Friday, November 23, 2018

Counting the Cost of Colons in Haskell

Summary: Haskell uses :: as the type operator. That was a mistake that costs us over 1 million characters of source code.

Haskell uses :: for type annotations, e.g. (1 :: Int). Most other FP languages with types use :, including Scala, OCaml, Agda, Idris and Elm. Haskell uses : for list cons, so you can write:

myList = 1:2:[] :: [Int]

Whereas in other languages you write:

myList = 1::2::[] : [Int]

Moreover, the reason Haskell preferred :: was the belief that if the cons operator was :: then people would quite naturally insert spaces around it, giving:

myList = 1 :: 2 :: [] : [Int]

The final program is now noticeably longer than the original. Back when people first invented Haskell, I imagine they were mainly list manipulation operations, whereas now plenty of libraries work mainly at the type level. That raises the question - would Hackage be shorter or longer if we used : for types?

Method

I downloaded the latest version of every Hackage package. For each .hs file, I excluded comments and strings, then counted the number of instances of : and ::, also noting whether there were spaces around the :. The code I used can be found here.

Results

  • Instances of :: = 1,991,631
  • Instances of : = 265,880 (of which 79,109 were surrounded by two spaces, and 26,931 had one space)

Discussion

Assuming we didn't add/remove any spaces, switching the symbols would have saved 1,725,751 characters. If we assume that everyone would have written :: with spaces, that saving drops to 137,9140 characters. These numbers are fairly small, representing about 0.17% of the total 993,793,866 characters on Hackage.

Conclusion

The Haskell creators were wrong in their assumptions - type should have been :.

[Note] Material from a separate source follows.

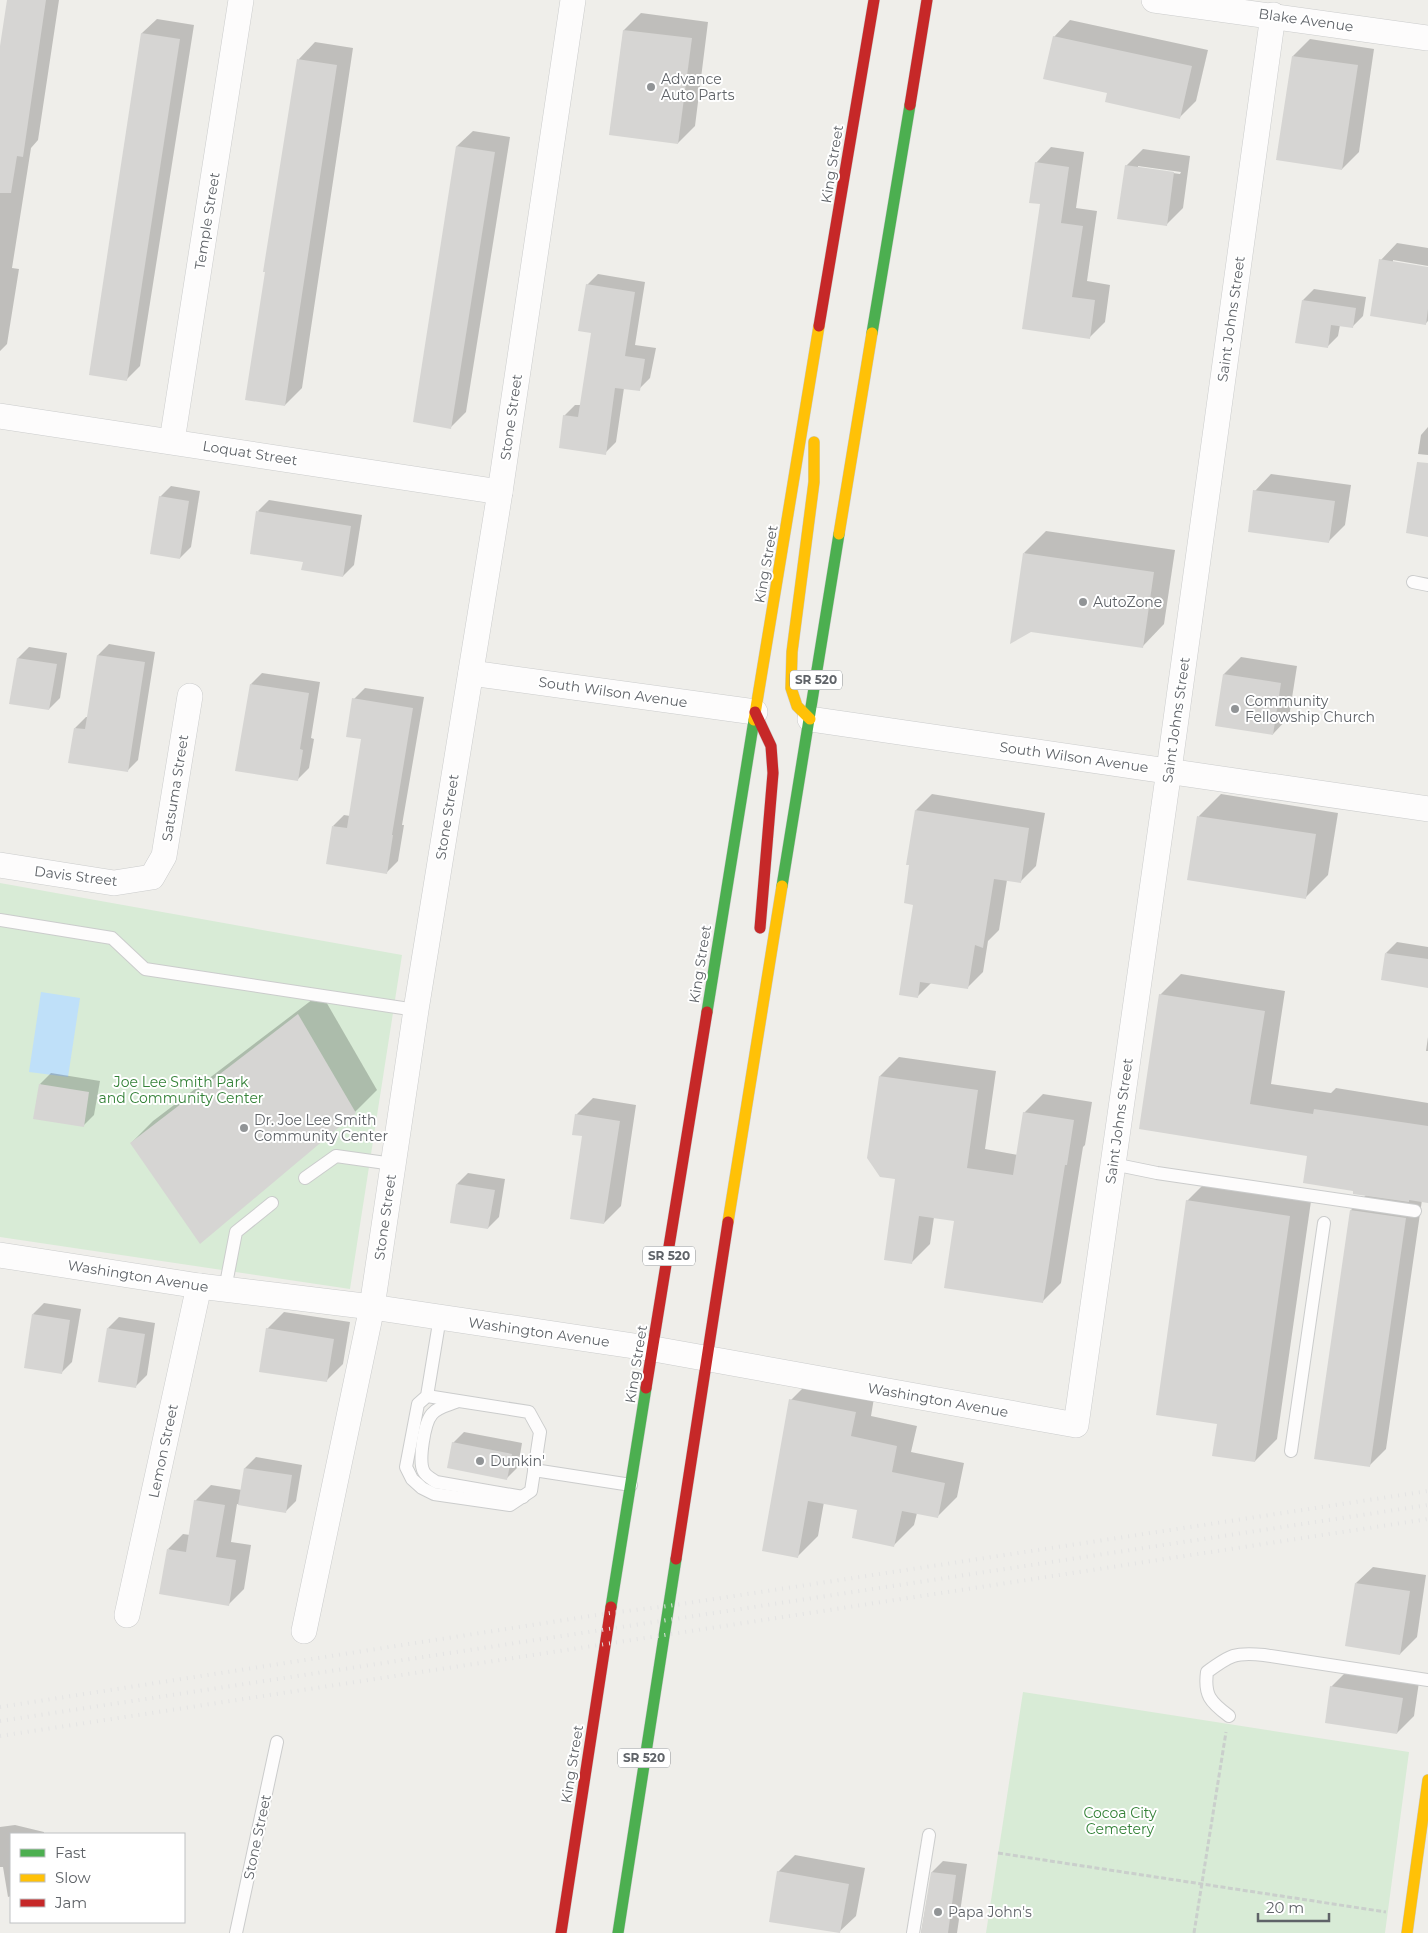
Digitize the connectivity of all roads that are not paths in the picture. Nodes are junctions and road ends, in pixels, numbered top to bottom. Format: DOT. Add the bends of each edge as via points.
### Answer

Update: the first version of this post had numbers that were too low due to a few bugs, now fixed.

Thursday, November 22, 2018

Downloading all of Hackage

Summary: I wanted to download the latest version of every package in Hackage. Here's a script and explanation of how to do it.

Imagine you want the latest version of every package on Hackage. I found two tools that mirror every version of every package:

  • Using hackage-mirror you can do hackage-mirror --from="http://hackage.haskell.org" --to="C:/hackage-mirror". But this project is long deprecated and doesn't actually work anymore.
  • Using hackage-mirror-tool you might be able to do it, but it requires a new Cabal, isn't on Hackage, doesn't seem to work on Windows and doesn't say whether it downloads to disk or not.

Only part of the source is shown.